Parque das Dunas realiza levantamento florístico da Unidade de Conservação

Iwska Isadora

Com o objetivo de fazer um levantamento das espécies existentes no Parque Estadual Dunas do Natal “Jornalista Luiz Maria Alves”, uma equipe do Instituto de Desenvolvimento Sustentável e Meio Ambiente – Idema, através do Parque das Dunas, realiza um trabalho de coleta florística na Unidade de Conservação (UC). Neste ano, foram feitas 3 trilhas, com o apoio do Exército, e coletadas cerca de 90 plantas. Entre as espécies levantadas, estão o pau-brasil, maçaranduba, guabiraba de pau, sucupira, até plantas mais delicadas como orquídeas e bromélias.

A equipe, composta pelo biólogo Alan Roque, a ecóloga Brenda Suellen, com apoio da engenheira agrônoma, Auxiliadora Sertão, percorre a área da UC para coletar espécies também com o intuito de atualizar o acervo do herbário do Parque. As primeiras coletas botânicas foram feitas no início da década de 80, e o atual grupo responsável pelo levantamento florístico realiza um trabalho de restauração desse material histórico.

“O levantamento florístico é importante para revelar novas ocorrências de plantas que acontecem em uma área, além de descobrir novas espécies e fazer o acompanhamento das ameaçadas de extinção, raras ou endêmicas (só ocorrem em uma determinada região). Se não soubermos o que existe, não saberemos como cuidar”, disse o biólogo Alan Roque.

Após a coleta em campo de amostras férteis, estado imprescindível para a identificação, as plantas passam por um processo de secagem no laboratório. Depois desse procedimento, a amostra é arquivada junto às suas informações e inseridas em um banco de dados digital. A ideia é padronizar o herbário para quando ele atingir a quantidade de 5.000 plantas, ser indexado, ou seja, tornar-se um fiel depositário.

“A importância de todas as pesquisas na área do Parque das Dunas se dá em virtude de que ele é uma Unidade de Conservação de Proteção Integral. Nesse contexto, o acesso à informação e às descobertas, contribuem para a valorização do espaço, justificando a sua preservação e indicando medidas a serem adotadas de acordo com o que for levantado ao longo do tempo”, afirmou a gestora do Parque das Dunas, Mary Sorage.

A cobertura vegetal do Parque das Dunas é representada, em sua maior parte, pela mata de duna litorânea, caracterizada por espécies herbáceas, arbustivas e arbóreas, registrando ainda a ocorrência de praias e sopés de dunas, e formação vegetal tabuleiro litorâneo. Nela predominam espécies peculiares da Mata Atlântica, com destaque para a amescla-de-cheiro, antúrio selvagem e pau-brasil. A flora reúne mais de 270 espécies arbóreas distintas e 78 famílias, representada por mais de 350 espécies nativas.

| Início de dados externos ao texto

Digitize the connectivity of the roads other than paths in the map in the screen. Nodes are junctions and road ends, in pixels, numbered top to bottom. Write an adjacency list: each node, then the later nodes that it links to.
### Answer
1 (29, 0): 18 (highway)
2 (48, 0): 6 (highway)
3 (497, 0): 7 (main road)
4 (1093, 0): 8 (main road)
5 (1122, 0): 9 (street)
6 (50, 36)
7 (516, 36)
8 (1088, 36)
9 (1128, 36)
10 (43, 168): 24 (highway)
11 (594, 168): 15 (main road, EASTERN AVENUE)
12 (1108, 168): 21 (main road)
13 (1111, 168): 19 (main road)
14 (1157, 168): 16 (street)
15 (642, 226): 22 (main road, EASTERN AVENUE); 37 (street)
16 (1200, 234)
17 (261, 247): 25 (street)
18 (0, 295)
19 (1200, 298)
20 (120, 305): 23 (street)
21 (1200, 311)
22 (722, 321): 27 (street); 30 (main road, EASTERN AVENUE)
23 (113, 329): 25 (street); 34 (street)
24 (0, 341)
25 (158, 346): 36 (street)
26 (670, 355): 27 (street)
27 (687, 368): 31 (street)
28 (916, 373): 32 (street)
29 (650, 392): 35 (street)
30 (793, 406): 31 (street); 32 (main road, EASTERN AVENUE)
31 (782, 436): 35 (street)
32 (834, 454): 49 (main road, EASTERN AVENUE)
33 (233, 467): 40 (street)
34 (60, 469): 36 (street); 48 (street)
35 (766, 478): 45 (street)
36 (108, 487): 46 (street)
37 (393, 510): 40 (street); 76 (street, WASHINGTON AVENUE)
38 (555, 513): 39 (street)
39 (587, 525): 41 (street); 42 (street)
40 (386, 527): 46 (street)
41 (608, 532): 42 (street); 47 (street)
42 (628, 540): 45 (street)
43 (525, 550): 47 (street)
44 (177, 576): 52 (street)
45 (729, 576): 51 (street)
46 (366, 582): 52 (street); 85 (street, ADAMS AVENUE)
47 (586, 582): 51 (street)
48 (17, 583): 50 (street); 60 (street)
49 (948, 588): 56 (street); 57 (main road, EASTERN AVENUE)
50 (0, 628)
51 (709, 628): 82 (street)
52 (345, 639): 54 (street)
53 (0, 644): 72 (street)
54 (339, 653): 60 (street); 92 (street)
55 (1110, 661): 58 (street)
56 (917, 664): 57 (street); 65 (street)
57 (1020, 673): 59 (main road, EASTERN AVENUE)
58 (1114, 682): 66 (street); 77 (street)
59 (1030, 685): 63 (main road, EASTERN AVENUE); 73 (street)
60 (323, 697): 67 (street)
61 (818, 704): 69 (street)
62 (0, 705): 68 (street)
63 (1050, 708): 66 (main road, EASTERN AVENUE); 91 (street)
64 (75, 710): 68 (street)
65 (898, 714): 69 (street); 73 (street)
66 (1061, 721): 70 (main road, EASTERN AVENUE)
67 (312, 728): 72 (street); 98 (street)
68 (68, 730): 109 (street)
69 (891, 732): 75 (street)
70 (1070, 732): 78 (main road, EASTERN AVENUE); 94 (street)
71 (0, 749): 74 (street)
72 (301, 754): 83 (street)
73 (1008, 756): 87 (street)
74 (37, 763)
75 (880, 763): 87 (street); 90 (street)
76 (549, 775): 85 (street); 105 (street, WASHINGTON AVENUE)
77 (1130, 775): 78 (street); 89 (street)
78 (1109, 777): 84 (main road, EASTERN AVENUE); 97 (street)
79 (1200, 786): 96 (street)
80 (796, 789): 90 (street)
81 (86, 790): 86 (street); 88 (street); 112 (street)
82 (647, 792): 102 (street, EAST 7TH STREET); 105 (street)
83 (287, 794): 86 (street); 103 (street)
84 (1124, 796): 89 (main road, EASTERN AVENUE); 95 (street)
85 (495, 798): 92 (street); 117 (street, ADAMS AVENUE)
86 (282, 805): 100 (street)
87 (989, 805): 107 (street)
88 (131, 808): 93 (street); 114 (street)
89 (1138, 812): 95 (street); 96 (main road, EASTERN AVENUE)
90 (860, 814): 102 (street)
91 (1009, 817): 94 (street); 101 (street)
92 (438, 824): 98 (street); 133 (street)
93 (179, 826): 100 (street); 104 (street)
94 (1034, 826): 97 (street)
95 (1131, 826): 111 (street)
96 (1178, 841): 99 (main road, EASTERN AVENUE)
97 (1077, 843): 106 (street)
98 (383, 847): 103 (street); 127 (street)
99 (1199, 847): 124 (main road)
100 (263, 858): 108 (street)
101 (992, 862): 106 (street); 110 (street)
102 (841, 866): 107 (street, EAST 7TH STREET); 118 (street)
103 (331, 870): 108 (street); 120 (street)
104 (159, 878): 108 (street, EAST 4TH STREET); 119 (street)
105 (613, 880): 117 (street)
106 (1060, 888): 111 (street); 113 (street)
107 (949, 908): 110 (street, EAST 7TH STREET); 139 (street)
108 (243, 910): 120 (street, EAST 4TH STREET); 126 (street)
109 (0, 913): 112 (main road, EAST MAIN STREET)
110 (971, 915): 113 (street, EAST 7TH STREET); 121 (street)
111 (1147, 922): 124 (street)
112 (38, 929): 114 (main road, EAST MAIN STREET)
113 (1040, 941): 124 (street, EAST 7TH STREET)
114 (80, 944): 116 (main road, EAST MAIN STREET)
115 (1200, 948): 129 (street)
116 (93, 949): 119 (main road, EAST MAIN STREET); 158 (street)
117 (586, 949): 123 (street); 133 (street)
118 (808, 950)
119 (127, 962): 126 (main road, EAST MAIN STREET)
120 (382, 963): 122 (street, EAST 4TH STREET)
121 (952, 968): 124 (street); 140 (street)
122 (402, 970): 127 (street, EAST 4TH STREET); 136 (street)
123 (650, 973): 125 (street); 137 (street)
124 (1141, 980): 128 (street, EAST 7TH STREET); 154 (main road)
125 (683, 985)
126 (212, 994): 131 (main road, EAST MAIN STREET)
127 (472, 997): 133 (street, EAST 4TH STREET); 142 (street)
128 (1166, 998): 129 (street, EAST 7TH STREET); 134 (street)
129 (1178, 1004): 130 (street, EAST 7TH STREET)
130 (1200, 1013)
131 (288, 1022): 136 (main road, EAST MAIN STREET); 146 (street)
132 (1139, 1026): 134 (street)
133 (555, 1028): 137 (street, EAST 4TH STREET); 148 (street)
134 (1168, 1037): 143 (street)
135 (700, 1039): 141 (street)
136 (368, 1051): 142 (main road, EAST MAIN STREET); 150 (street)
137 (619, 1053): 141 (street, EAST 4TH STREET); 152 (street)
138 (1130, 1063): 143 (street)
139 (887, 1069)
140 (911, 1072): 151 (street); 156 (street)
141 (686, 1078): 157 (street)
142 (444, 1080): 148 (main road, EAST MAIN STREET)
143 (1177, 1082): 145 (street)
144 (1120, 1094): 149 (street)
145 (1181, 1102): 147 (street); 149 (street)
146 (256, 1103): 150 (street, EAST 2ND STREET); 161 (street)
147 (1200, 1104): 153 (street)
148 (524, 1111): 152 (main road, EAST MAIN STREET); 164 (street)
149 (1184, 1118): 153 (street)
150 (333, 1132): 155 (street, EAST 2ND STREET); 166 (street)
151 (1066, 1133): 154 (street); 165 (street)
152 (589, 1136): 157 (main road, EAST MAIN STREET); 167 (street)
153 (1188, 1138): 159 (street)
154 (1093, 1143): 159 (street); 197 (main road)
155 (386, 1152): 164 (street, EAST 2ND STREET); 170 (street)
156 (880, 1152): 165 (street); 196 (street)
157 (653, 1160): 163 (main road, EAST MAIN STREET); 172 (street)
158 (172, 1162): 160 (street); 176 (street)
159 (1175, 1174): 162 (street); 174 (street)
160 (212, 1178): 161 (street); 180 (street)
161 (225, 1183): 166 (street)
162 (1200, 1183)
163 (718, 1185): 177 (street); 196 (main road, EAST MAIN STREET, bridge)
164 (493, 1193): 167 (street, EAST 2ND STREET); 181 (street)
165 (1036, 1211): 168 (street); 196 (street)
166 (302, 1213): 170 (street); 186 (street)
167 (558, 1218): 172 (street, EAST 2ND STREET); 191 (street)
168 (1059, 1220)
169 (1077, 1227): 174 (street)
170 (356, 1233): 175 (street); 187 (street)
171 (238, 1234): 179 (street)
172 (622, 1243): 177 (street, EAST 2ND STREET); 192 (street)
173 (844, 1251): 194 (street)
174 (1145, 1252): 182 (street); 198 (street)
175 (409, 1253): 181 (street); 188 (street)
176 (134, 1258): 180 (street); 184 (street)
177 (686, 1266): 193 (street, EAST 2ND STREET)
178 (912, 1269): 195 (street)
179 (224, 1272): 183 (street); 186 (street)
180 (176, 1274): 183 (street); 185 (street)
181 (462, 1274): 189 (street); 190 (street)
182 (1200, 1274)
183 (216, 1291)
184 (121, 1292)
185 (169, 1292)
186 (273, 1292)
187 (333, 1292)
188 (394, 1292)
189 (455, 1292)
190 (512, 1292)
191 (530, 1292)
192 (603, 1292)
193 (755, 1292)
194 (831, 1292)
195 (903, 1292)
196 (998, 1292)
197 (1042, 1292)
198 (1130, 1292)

Cinco espécies ameaçadas de extinção são encontradas no Parque: Apuleia leiocarpa (Vogel) J.F.Macbr (garapa), Cattleya granulosaLindl (orquídea-catleya) Cryptanthus zonatus (Vis.) Beer (xinxózinho), Melocactus violaceus Pfeiff (coroa-de-frade) e Paubrasilia echinata Lam (pau-brasil). Também no Parque, duas espécies são recém-descobertas para a Ciência: ubaia-azeda (Eugênia azeda Sobral), descoberta em 2009 e burra-leiteira (Pradosia restingae Terra-Araújo), em 2014.

Herbário

O herbário do Parque das Dunas, localizado no Centro de Pesquisa, é uma coleção de plantas secas que, atualmente, guarda cerca de 300 amostras botânicas (exsicatas) do Parque. Uma das metas da equipe, é que, em até dois anos, esse número aumente para cinco mil plantas, quando abrigará material botânico de todas as Unidades de Conservação do Estado.